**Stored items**
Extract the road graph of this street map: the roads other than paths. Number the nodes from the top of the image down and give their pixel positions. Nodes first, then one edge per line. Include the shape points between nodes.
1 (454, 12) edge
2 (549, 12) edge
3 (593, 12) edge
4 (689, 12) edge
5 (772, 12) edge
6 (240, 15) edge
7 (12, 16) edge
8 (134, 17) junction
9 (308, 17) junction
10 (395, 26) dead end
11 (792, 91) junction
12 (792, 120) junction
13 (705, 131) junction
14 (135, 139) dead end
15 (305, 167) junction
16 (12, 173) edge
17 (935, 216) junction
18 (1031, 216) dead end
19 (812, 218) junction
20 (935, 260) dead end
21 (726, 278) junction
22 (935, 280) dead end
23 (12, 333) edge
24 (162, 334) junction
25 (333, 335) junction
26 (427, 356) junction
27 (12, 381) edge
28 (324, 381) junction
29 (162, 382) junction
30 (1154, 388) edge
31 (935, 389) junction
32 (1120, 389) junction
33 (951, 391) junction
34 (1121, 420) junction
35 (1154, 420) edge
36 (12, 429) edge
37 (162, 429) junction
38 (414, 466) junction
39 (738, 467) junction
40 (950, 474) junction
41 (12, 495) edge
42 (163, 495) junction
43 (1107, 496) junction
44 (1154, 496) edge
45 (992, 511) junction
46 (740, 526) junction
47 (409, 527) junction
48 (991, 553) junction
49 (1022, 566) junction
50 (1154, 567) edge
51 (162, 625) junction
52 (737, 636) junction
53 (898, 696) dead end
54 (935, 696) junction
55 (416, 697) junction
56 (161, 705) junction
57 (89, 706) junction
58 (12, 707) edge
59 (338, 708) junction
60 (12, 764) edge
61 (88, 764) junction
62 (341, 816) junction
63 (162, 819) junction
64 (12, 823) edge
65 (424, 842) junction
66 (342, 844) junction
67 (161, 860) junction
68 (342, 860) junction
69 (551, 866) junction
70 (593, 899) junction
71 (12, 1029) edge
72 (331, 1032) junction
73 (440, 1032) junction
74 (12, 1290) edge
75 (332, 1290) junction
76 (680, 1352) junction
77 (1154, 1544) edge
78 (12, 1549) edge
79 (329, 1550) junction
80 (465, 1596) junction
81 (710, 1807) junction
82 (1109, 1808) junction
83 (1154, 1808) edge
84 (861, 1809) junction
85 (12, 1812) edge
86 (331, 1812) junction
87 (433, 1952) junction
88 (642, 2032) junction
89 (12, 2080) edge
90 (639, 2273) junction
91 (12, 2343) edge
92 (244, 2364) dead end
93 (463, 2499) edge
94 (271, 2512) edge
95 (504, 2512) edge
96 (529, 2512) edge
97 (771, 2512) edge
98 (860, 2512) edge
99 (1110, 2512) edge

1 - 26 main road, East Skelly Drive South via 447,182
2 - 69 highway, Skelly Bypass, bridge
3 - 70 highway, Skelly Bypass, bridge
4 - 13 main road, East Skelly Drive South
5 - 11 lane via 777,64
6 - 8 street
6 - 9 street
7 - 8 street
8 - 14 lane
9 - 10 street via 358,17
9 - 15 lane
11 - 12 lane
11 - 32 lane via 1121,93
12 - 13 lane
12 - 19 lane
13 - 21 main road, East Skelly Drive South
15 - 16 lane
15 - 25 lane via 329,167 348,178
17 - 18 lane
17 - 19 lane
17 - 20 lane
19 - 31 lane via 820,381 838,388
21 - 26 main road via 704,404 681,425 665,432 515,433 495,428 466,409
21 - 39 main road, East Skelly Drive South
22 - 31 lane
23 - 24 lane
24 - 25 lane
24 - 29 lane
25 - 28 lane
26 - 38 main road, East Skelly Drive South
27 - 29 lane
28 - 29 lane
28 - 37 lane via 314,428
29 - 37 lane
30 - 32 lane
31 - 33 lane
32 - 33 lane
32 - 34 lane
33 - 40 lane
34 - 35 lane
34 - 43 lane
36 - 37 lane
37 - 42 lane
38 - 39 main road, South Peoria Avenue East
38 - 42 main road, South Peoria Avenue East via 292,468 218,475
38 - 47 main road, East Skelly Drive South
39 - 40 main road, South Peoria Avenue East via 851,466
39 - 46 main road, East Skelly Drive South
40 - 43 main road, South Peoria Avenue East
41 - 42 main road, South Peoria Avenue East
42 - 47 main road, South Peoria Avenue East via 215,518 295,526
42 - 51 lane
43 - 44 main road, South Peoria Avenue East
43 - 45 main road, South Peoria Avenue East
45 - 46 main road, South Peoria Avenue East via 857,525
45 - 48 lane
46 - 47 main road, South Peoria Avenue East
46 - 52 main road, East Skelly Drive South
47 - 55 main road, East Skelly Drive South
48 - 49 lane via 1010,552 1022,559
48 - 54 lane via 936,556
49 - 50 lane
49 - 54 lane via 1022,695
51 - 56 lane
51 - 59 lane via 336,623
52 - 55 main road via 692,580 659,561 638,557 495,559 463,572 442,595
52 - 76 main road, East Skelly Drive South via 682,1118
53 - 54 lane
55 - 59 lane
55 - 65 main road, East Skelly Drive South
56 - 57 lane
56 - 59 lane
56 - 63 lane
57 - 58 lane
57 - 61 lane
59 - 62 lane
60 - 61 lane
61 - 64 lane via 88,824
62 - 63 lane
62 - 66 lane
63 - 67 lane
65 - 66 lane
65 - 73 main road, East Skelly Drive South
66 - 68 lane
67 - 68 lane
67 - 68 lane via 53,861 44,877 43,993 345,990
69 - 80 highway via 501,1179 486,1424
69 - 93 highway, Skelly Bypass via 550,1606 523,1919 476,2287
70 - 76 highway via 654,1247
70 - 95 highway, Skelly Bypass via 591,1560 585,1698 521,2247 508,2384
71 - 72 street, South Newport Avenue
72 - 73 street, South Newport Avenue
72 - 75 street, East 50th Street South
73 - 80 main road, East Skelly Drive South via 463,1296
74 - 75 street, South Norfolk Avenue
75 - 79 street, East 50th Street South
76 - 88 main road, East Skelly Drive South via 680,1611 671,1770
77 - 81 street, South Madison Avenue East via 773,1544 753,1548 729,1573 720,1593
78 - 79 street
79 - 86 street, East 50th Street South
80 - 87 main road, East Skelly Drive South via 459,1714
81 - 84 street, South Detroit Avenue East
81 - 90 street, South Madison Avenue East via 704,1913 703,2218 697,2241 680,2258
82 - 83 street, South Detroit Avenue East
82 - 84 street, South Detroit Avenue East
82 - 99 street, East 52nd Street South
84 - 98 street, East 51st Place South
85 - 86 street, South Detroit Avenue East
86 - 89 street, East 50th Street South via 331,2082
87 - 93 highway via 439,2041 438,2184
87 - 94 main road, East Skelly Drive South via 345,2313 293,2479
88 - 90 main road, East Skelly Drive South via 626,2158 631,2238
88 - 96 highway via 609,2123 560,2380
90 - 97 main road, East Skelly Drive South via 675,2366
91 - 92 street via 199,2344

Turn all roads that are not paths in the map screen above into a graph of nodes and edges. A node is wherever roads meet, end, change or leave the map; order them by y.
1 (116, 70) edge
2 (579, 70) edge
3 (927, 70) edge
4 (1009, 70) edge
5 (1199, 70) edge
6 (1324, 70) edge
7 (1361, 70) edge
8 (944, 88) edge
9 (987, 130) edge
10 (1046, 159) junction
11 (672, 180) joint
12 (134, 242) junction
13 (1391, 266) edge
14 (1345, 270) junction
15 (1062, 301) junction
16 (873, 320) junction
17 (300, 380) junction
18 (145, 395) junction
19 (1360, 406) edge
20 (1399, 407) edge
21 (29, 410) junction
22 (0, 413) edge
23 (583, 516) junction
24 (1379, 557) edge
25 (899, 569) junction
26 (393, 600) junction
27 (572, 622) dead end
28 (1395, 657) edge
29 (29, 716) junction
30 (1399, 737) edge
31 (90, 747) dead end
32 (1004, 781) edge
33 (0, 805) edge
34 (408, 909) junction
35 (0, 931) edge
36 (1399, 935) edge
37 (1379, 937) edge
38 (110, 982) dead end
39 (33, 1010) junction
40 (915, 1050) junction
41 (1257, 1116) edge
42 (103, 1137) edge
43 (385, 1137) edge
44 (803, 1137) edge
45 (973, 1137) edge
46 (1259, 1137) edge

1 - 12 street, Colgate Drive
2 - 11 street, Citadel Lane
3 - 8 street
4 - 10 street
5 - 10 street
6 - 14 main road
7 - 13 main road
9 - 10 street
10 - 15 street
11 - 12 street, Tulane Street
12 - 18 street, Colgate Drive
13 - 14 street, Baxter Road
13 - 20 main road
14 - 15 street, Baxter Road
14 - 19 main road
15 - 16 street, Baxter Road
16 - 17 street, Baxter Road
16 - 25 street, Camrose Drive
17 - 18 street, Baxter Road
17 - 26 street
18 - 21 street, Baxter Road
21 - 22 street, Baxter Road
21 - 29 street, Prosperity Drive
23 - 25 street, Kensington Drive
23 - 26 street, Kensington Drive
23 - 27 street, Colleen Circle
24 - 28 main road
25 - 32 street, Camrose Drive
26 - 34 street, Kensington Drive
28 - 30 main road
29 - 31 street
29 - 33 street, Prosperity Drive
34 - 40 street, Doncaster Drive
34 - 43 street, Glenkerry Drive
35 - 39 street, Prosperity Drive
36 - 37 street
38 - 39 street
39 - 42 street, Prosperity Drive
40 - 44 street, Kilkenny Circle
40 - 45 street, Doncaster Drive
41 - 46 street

**What to produce**
Which lines above contain the word "Bypass"? Copy each one.

**Answer**
2 - 69 highway, Skelly Bypass, bridge
3 - 70 highway, Skelly Bypass, bridge
69 - 93 highway, Skelly Bypass via 550,1606 523,1919 476,2287
70 - 95 highway, Skelly Bypass via 591,1560 585,1698 521,2247 508,2384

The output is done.